■ **Work instruction**:
Retype every record that follows, character for character.

━━━━━━━━━━

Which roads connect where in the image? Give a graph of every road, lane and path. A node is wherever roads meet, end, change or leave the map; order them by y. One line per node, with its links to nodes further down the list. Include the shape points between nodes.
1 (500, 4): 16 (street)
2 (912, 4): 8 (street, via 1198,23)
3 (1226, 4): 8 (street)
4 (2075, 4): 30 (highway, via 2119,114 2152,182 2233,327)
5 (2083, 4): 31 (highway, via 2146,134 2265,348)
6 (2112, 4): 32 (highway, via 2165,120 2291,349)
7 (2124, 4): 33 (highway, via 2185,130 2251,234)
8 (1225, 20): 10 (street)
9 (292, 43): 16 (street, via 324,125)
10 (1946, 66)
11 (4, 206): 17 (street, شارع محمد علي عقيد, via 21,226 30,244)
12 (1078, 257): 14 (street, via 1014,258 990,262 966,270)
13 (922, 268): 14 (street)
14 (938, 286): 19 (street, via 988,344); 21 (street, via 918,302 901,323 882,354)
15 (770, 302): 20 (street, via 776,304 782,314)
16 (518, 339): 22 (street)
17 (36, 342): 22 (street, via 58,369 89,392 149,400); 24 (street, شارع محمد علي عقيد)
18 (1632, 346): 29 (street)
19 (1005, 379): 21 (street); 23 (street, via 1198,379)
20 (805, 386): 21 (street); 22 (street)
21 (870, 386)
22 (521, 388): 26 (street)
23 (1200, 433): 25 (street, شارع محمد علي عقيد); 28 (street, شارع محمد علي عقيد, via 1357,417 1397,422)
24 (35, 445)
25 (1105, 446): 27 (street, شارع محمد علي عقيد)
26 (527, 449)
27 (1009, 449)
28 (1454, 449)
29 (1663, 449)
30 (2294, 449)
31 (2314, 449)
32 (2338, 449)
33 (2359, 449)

━━━━━━━━━━

■ **Exercise response**:
Which roads connect where in the image? Give a graph of every road, lane and path. A node is wherever roads meet, end, change or leave the map; order them by y. One line per node, with its links to nodes further down the list. Include the shape points between nodes.
1 (500, 4): 16 (street)
2 (912, 4): 8 (street, via 1198,23)
3 (1226, 4): 8 (street)
4 (2075, 4): 30 (highway, via 2119,114 2152,182 2233,327)
5 (2083, 4): 31 (highway, via 2146,134 2265,348)
6 (2112, 4): 32 (highway, via 2165,120 2291,349)
7 (2124, 4): 33 (highway, via 2185,130 2251,234)
8 (1225, 20): 10 (street)
9 (292, 43): 16 (street, via 324,125)
10 (1946, 66)
11 (4, 206): 17 (street, شارع محمد علي عقيد, via 21,226 30,244)
12 (1078, 257): 14 (street, via 1014,258 990,262 966,270)
13 (922, 268): 14 (street)
14 (938, 286): 19 (street, via 988,344); 21 (street, via 918,302 901,323 882,354)
15 (770, 302): 20 (street, via 776,304 782,314)
16 (518, 339): 22 (street)
17 (36, 342): 22 (street, via 58,369 89,392 149,400); 24 (street, شارع محمد علي عقيد)
18 (1632, 346): 29 (street)
19 (1005, 379): 21 (street); 23 (street, via 1198,379)
20 (805, 386): 21 (street); 22 (street)
21 (870, 386)
22 (521, 388): 26 (street)
23 (1200, 433): 25 (street, شارع محمد علي عقيد); 28 (street, شارع محمد علي عقيد, via 1357,417 1397,422)
24 (35, 445)
25 (1105, 446): 27 (street, شارع محمد علي عقيد)
26 (527, 449)
27 (1009, 449)
28 (1454, 449)
29 (1663, 449)
30 (2294, 449)
31 (2314, 449)
32 (2338, 449)
33 (2359, 449)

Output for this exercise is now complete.